Data listing:
##########

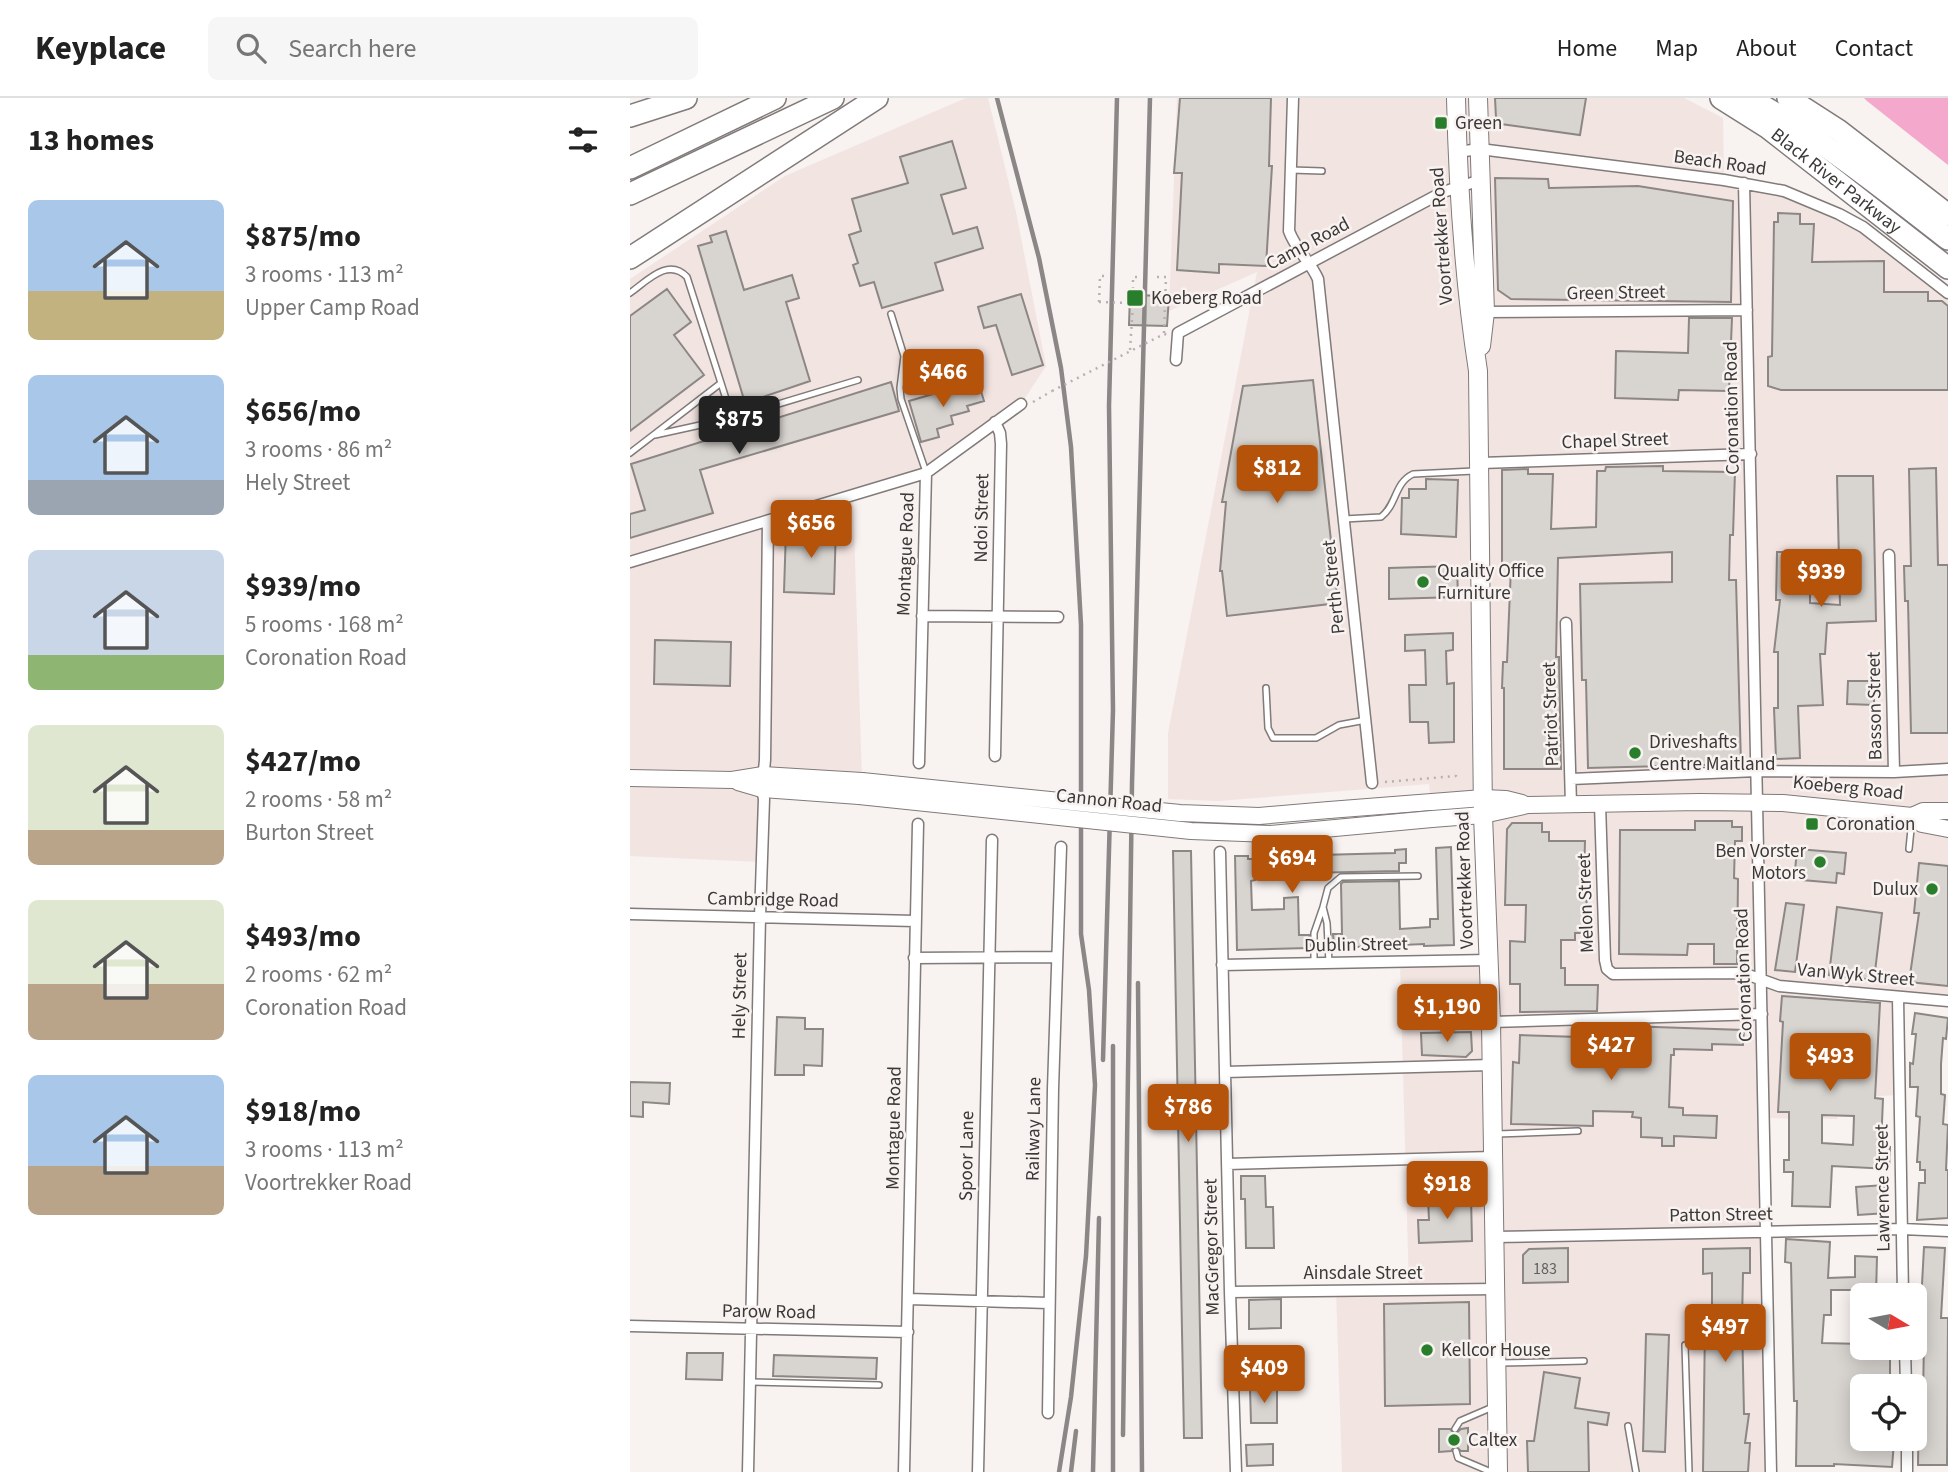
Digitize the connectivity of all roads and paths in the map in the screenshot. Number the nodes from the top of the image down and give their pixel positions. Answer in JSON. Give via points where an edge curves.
{"nodes":[{"id":1,"x":686,"y":98,"type":"edge"},
{"id":2,"x":775,"y":98,"type":"edge"},
{"id":3,"x":834,"y":98,"type":"edge"},
{"id":4,"x":877,"y":98,"type":"edge"},
{"id":5,"x":1293,"y":98,"type":"edge"},
{"id":6,"x":1456,"y":98,"type":"edge"},
{"id":7,"x":1478,"y":98,"type":"edge"},
{"id":8,"x":1721,"y":98,"type":"edge"},
{"id":9,"x":1749,"y":98,"type":"edge"},
{"id":10,"x":1788,"y":98,"type":"edge"},
{"id":11,"x":630,"y":116,"type":"edge"},
{"id":12,"x":1480,"y":149,"type":"junction"},
{"id":13,"x":1457,"y":152,"type":"junction"},
{"id":14,"x":630,"y":168,"type":"edge"},
{"id":15,"x":1291,"y":170,"type":"junction"},
{"id":16,"x":1322,"y":171,"type":"dead end"},
{"id":17,"x":1481,"y":180,"type":"junction"},
{"id":18,"x":1744,"y":183,"type":"junction"},
{"id":19,"x":1458,"y":186,"type":"junction"},
{"id":20,"x":630,"y":194,"type":"edge"},
{"id":21,"x":1948,"y":215,"type":"edge"},
{"id":22,"x":1948,"y":239,"type":"edge"},
{"id":23,"x":630,"y":258,"type":"edge"},
{"id":24,"x":1311,"y":263,"type":"junction"},
{"id":25,"x":1948,"y":268,"type":"edge"},
{"id":26,"x":1109,"y":276,"type":"dead end"},
{"id":27,"x":1142,"y":277,"type":"dead end"},
{"id":28,"x":1157,"y":277,"type":"dead end"},
{"id":29,"x":630,"y":293,"type":"edge"},
{"id":30,"x":1948,"y":293,"type":"edge"},
{"id":31,"x":1133,"y":303,"type":"junction"},
{"id":32,"x":1747,"y":310,"type":"junction"},
{"id":33,"x":1485,"y":312,"type":"junction"},
{"id":34,"x":891,"y":314,"type":"dead end"},
{"id":35,"x":1130,"y":351,"type":"junction"},
{"id":36,"x":1176,"y":359,"type":"dead end"},
{"id":37,"x":1478,"y":371,"type":"junction"},
{"id":38,"x":858,"y":380,"type":"dead end"},
{"id":39,"x":721,"y":383,"type":"junction"},
{"id":40,"x":1027,"y":403,"type":"joint"},
{"id":41,"x":732,"y":418,"type":"junction"},
{"id":42,"x":995,"y":422,"type":"junction"},
{"id":43,"x":653,"y":435,"type":"junction"},
{"id":44,"x":630,"y":453,"type":"edge"},
{"id":45,"x":1751,"y":454,"type":"junction"},
{"id":46,"x":1481,"y":467,"type":"junction"},
{"id":47,"x":926,"y":473,"type":"junction"},
{"id":48,"x":1344,"y":519,"type":"junction"},
{"id":49,"x":768,"y":521,"type":"junction"},
{"id":50,"x":1889,"y":555,"type":"dead end"},
{"id":51,"x":630,"y":562,"type":"edge"},
{"id":52,"x":922,"y":616,"type":"junction"},
{"id":53,"x":997,"y":617,"type":"junction"},
{"id":54,"x":1058,"y":618,"type":"dead end"},
{"id":55,"x":1566,"y":623,"type":"dead end"},
{"id":56,"x":1266,"y":688,"type":"dead end"},
{"id":57,"x":1366,"y":720,"type":"junction"},
{"id":58,"x":995,"y":756,"type":"dead end"},
{"id":59,"x":919,"y":763,"type":"dead end"},
{"id":60,"x":1948,"y":769,"type":"edge"},
{"id":61,"x":1757,"y":771,"type":"junction"},
{"id":62,"x":1894,"y":772,"type":"junction"},
{"id":63,"x":630,"y":778,"type":"edge"},
{"id":64,"x":1459,"y":779,"type":"dead end"},
{"id":65,"x":1571,"y":779,"type":"junction"},
{"id":66,"x":763,"y":782,"type":"junction"},
{"id":67,"x":1377,"y":783,"type":"joint"},
{"id":68,"x":861,"y":788,"type":"junction"},
{"id":69,"x":1757,"y":802,"type":"junction"},
{"id":70,"x":1600,"y":804,"type":"junction"},
{"id":71,"x":1571,"y":805,"type":"junction"},
{"id":72,"x":1483,"y":806,"type":"junction"},
{"id":73,"x":1948,"y":811,"type":"edge"},
{"id":74,"x":1912,"y":816,"type":"junction"},
{"id":75,"x":918,"y":824,"type":"dead end"},
{"id":76,"x":1948,"y":830,"type":"edge"},
{"id":77,"x":992,"y":840,"type":"dead end"},
{"id":78,"x":1061,"y":847,"type":"dead end"},
{"id":79,"x":1909,"y":849,"type":"dead end"},
{"id":80,"x":1220,"y":852,"type":"dead end"},
{"id":81,"x":1418,"y":876,"type":"dead end"},
{"id":82,"x":1323,"y":906,"type":"junction"},
{"id":83,"x":630,"y":914,"type":"edge"},
{"id":84,"x":760,"y":917,"type":"junction"},
{"id":85,"x":915,"y":921,"type":"junction"},
{"id":86,"x":1057,"y":957,"type":"junction"},
{"id":87,"x":914,"y":958,"type":"junction"},
{"id":88,"x":988,"y":959,"type":"junction"},
{"id":89,"x":1489,"y":960,"type":"junction"},
{"id":90,"x":1329,"y":963,"type":"junction"},
{"id":91,"x":1314,"y":964,"type":"junction"},
{"id":92,"x":1222,"y":965,"type":"junction"},
{"id":93,"x":1761,"y":979,"type":"junction"},
{"id":94,"x":1898,"y":997,"type":"junction"},
{"id":95,"x":1948,"y":1001,"type":"edge"},
{"id":96,"x":1762,"y":1014,"type":"junction"},
{"id":97,"x":1491,"y":1021,"type":"junction"},
{"id":98,"x":1492,"y":1065,"type":"junction"},
{"id":99,"x":1224,"y":1072,"type":"junction"},
{"id":100,"x":1578,"y":1131,"type":"dead end"},
{"id":101,"x":1493,"y":1134,"type":"junction"},
{"id":102,"x":1493,"y":1157,"type":"junction"},
{"id":103,"x":1227,"y":1164,"type":"junction"},
{"id":104,"x":1902,"y":1229,"type":"junction"},
{"id":105,"x":1767,"y":1231,"type":"junction"},
{"id":106,"x":1948,"y":1231,"type":"edge"},
{"id":107,"x":1495,"y":1237,"type":"junction"},
{"id":108,"x":1903,"y":1283,"type":"edge"},
{"id":109,"x":1496,"y":1289,"type":"junction"},
{"id":110,"x":1230,"y":1292,"type":"junction"},
{"id":111,"x":909,"y":1299,"type":"junction"},
{"id":112,"x":981,"y":1301,"type":"junction"},
{"id":113,"x":1048,"y":1303,"type":"junction"},
{"id":114,"x":630,"y":1326,"type":"edge"},
{"id":115,"x":751,"y":1328,"type":"junction"},
{"id":116,"x":908,"y":1332,"type":"junction"},
{"id":117,"x":1685,"y":1345,"type":"dead end"},
{"id":118,"x":1584,"y":1361,"type":"dead end"},
{"id":119,"x":1497,"y":1363,"type":"junction"},
{"id":120,"x":750,"y":1381,"type":"junction"},
{"id":121,"x":879,"y":1385,"type":"dead end"},
{"id":122,"x":1498,"y":1404,"type":"junction"},
{"id":123,"x":1048,"y":1413,"type":"dead end"},
{"id":124,"x":1628,"y":1426,"type":"dead end"},
{"id":125,"x":1455,"y":1429,"type":"dead end"},
{"id":126,"x":1456,"y":1451,"type":"dead end"},
{"id":127,"x":1907,"y":1451,"type":"edge"},
{"id":128,"x":748,"y":1472,"type":"edge"},
{"id":129,"x":904,"y":1472,"type":"edge"},
{"id":130,"x":978,"y":1472,"type":"edge"},
{"id":131,"x":1236,"y":1472,"type":"edge"},
{"id":132,"x":1491,"y":1472,"type":"edge"},
{"id":133,"x":1499,"y":1472,"type":"edge"},
{"id":134,"x":1636,"y":1472,"type":"edge"},
{"id":135,"x":1689,"y":1472,"type":"edge"},
{"id":136,"x":1771,"y":1472,"type":"edge"},
{"id":137,"x":1908,"y":1472,"type":"edge"}],
"edges":[{"from":1,"to":11,"type":"highway"},
{"from":2,"to":14,"type":"highway"},
{"from":3,"to":20,"type":"highway"},
{"from":4,"to":23,"type":"highway"},
{"from":5,"to":15,"type":"street"},
{"from":6,"to":13,"type":"main road","name":"Voortrekker Road"},
{"from":7,"to":12,"type":"main road","name":"Voortrekker Road"},
{"from":8,"to":25,"type":"highway","name":"Black River Parkway","via":[[1767,127]]},
{"from":9,"to":22,"type":"highway","via":[[1791,121]]},
{"from":10,"to":21,"type":"highway","name":"Black River Parkway","via":[[1838,130]]},
{"from":12,"to":13,"type":"street","name":"Beach Road"},
{"from":12,"to":17,"type":"main road","name":"Voortrekker Road"},
{"from":12,"to":18,"type":"street","name":"Beach Road"},
{"from":13,"to":19,"type":"main road","name":"Voortrekker Road"},
{"from":15,"to":16,"type":"lane"},
{"from":15,"to":24,"type":"street","via":[[1289,231],[1295,247]]},
{"from":17,"to":19,"type":"street","name":"Camp Road"},
{"from":17,"to":33,"type":"main road","name":"Voortrekker Road"},
{"from":18,"to":30,"type":"street","name":"Beach Road","via":[[1784,191],[1839,214],[1863,227]]},
{"from":18,"to":32,"type":"street","name":"Coronation Road"},
{"from":19,"to":24,"type":"street","name":"Camp Road"},
{"from":19,"to":37,"type":"main road","name":"Voortrekker Road"},
{"from":24,"to":36,"type":"street","name":"Camp Road","via":[[1178,333]]},
{"from":24,"to":48,"type":"street","name":"Perth Street","via":[[1318,279]]},
{"from":26,"to":31,"type":"path","bridge":true,"via":[[1100,276],[1099,302]]},
{"from":27,"to":31,"type":"path","via":[[1133,277]]},
{"from":28,"to":35,"type":"path","bridge":true,"via":[[1166,277],[1166,335]]},
{"from":29,"to":39,"type":"lane","via":[[661,270],[681,271],[687,277]]},
{"from":31,"to":35,"type":"path"},
{"from":32,"to":33,"type":"street","name":"Green Street"},
{"from":32,"to":45,"type":"street","name":"Coronation Road"},
{"from":33,"to":37,"type":"main road","name":"Voortrekker Road"},
{"from":34,"to":47,"type":"lane","via":[[904,356],[901,399]]},
{"from":35,"to":40,"type":"path","bridge":true},
{"from":37,"to":46,"type":"main road","name":"Voortrekker Road"},
{"from":38,"to":41,"type":"lane"},
{"from":39,"to":41,"type":"lane"},
{"from":39,"to":43,"type":"lane"},
{"from":40,"to":42,"type":"street"},
{"from":41,"to":43,"type":"lane"},
{"from":42,"to":47,"type":"street"},
{"from":42,"to":53,"type":"street","name":"Ndoi Street","via":[[1001,444]]},
{"from":43,"to":44,"type":"lane"},
{"from":45,"to":46,"type":"street","name":"Chapel Street"},
{"from":45,"to":61,"type":"street","name":"Coronation Road"},
{"from":46,"to":48,"type":"lane","via":[[1413,474],[1398,486],[1381,517]]},
{"from":46,"to":72,"type":"main road","name":"Voortrekker Road"},
{"from":47,"to":49,"type":"street"},
{"from":47,"to":52,"type":"street","name":"Montague Road"},
{"from":48,"to":57,"type":"street","name":"Perth Street"},
{"from":49,"to":51,"type":"street"},
{"from":49,"to":66,"type":"street","name":"Hely Street"},
{"from":50,"to":62,"type":"street","name":"Basson Street"},
{"from":52,"to":53,"type":"street"},
{"from":52,"to":59,"type":"street","name":"Montague Road"},
{"from":53,"to":54,"type":"street"},
{"from":53,"to":58,"type":"street","name":"Ndoi Street"},
{"from":55,"to":65,"type":"street","name":"Patriot Street"},
{"from":56,"to":57,"type":"lane","via":[[1268,728],[1273,738],[1316,738],[1339,725]]},
{"from":57,"to":67,"type":"street","name":"Perth Street"},
{"from":60,"to":62,"type":"street"},
{"from":61,"to":62,"type":"street"},
{"from":61,"to":65,"type":"street"},
{"from":61,"to":69,"type":"street","name":"Coronation Road"},
{"from":63,"to":66,"type":"main road","name":"Cannon Road"},
{"from":64,"to":67,"type":"path"},
{"from":65,"to":71,"type":"street","name":"Patriot Street"},
{"from":66,"to":68,"type":"main road","name":"Cannon Road"},
{"from":66,"to":84,"type":"street","name":"Hely Street"},
{"from":68,"to":72,"type":"main road","name":"Cannon Road","bridge":true,"via":[[1221,815],[1431,802]]},
{"from":68,"to":72,"type":"main road","name":"Cannon Road","bridge":true,"via":[[1243,834],[1432,819]]},
{"from":69,"to":70,"type":"main road","name":"Koeberg Road"},
{"from":69,"to":74,"type":"main road","name":"Koeberg Road"},
{"from":69,"to":93,"type":"street","name":"Coronation Road"},
{"from":70,"to":71,"type":"main road","name":"Koeberg Road"},
{"from":70,"to":93,"type":"street","name":"Melon Street","via":[[1607,969],[1622,975],[1743,973]]},
{"from":71,"to":72,"type":"main road","name":"Koeberg Road"},
{"from":72,"to":89,"type":"main road","name":"Voortrekker Road"},
{"from":73,"to":74,"type":"main road","name":"Koeberg Road"},
{"from":74,"to":76,"type":"main road","name":"Koeberg Road","via":[[1922,824]]},
{"from":74,"to":79,"type":"lane"},
{"from":75,"to":85,"type":"street","name":"Montague Road"},
{"from":77,"to":88,"type":"street","name":"Spoor Lane"},
{"from":78,"to":86,"type":"street","name":"Railway Lane"},
{"from":80,"to":92,"type":"street","name":"MacGregor Street"},
{"from":81,"to":82,"type":"lane","via":[[1341,877],[1328,888]]},
{"from":82,"to":90,"type":"lane"},
{"from":82,"to":91,"type":"lane","via":[[1314,933]]},
{"from":83,"to":84,"type":"street","name":"Cambridge Road"},
{"from":84,"to":85,"type":"street","name":"Cambridge Road"},
{"from":84,"to":115,"type":"street","name":"Hely Street"},
{"from":85,"to":87,"type":"street","name":"Montague Road"},
{"from":86,"to":88,"type":"street"},
{"from":86,"to":113,"type":"street","name":"Railway Lane"},
{"from":87,"to":88,"type":"street"},
{"from":87,"to":111,"type":"street","name":"Montague Road"},
{"from":88,"to":112,"type":"street","name":"Spoor Lane"},
{"from":89,"to":90,"type":"street","name":"Dublin Street"},
{"from":89,"to":97,"type":"main road","name":"Voortrekker Road"},
{"from":90,"to":91,"type":"street","name":"Dublin Street"},
{"from":91,"to":92,"type":"street","name":"Dublin Street"},
{"from":92,"to":99,"type":"street","name":"MacGregor Street"},
{"from":93,"to":94,"type":"street","name":"Van Wyk Street","via":[[1779,986]]},
{"from":93,"to":96,"type":"street","name":"Coronation Road"},
{"from":94,"to":95,"type":"street","name":"Van Wyk Street"},
{"from":94,"to":104,"type":"street","name":"Lawrence Street"},
{"from":96,"to":97,"type":"street"},
{"from":96,"to":105,"type":"street","name":"Coronation Road"},
{"from":97,"to":98,"type":"main road","name":"Voortrekker Road"},
{"from":98,"to":99,"type":"street"},
{"from":98,"to":101,"type":"main road","name":"Voortrekker Road"},
{"from":99,"to":103,"type":"street","name":"MacGregor Street"},
{"from":100,"to":101,"type":"lane"},
{"from":101,"to":102,"type":"main road","name":"Voortrekker Road"},
{"from":102,"to":103,"type":"street"},
{"from":102,"to":107,"type":"main road","name":"Voortrekker Road"},
{"from":103,"to":110,"type":"street","name":"MacGregor Street"},
{"from":104,"to":105,"type":"street","name":"Patton Street"},
{"from":104,"to":106,"type":"street","name":"Patton Street"},
{"from":104,"to":108,"type":"street","name":"Lawrence Street"},
{"from":105,"to":107,"type":"street","name":"Patton Street"},
{"from":105,"to":136,"type":"street","name":"Coronation Road"},
{"from":107,"to":109,"type":"main road","name":"Voortrekker Road"},
{"from":109,"to":110,"type":"street","name":"Ainsdale Street"},
{"from":109,"to":119,"type":"main road","name":"Voortrekker Road"},
{"from":110,"to":131,"type":"street","name":"MacGregor Street"},
{"from":111,"to":112,"type":"street"},
{"from":111,"to":116,"type":"street","name":"Montague Road"},
{"from":112,"to":113,"type":"street"},
{"from":112,"to":130,"type":"street","name":"Spoor Lane"},
{"from":113,"to":123,"type":"street","name":"Railway Lane"},
{"from":114,"to":115,"type":"street","name":"Parow Road"},
{"from":115,"to":116,"type":"street","name":"Parow Road"},
{"from":115,"to":120,"type":"street","name":"Hely Street"},
{"from":116,"to":129,"type":"street","name":"Montague Road"},
{"from":117,"to":135,"type":"lane"},
{"from":118,"to":119,"type":"lane"},
{"from":119,"to":122,"type":"main road","name":"Voortrekker Road"},
{"from":120,"to":121,"type":"lane"},
{"from":120,"to":128,"type":"street","name":"Hely Street"},
{"from":122,"to":125,"type":"lane","via":[[1460,1422]]},
{"from":122,"to":133,"type":"main road","name":"Voortrekker Road"},
{"from":124,"to":134,"type":"lane"},
{"from":126,"to":132,"type":"lane","via":[[1458,1458]]},
{"from":127,"to":137,"type":"street"}]}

##########

Problem:
Once a line of the records is found to contain "Ndoi", copy it out.

Solution to this exercise:
{"from":42,"to":53,"type":"street","name":"Ndoi Street","via":[[1001,444]]},
{"from":53,"to":58,"type":"street","name":"Ndoi Street"},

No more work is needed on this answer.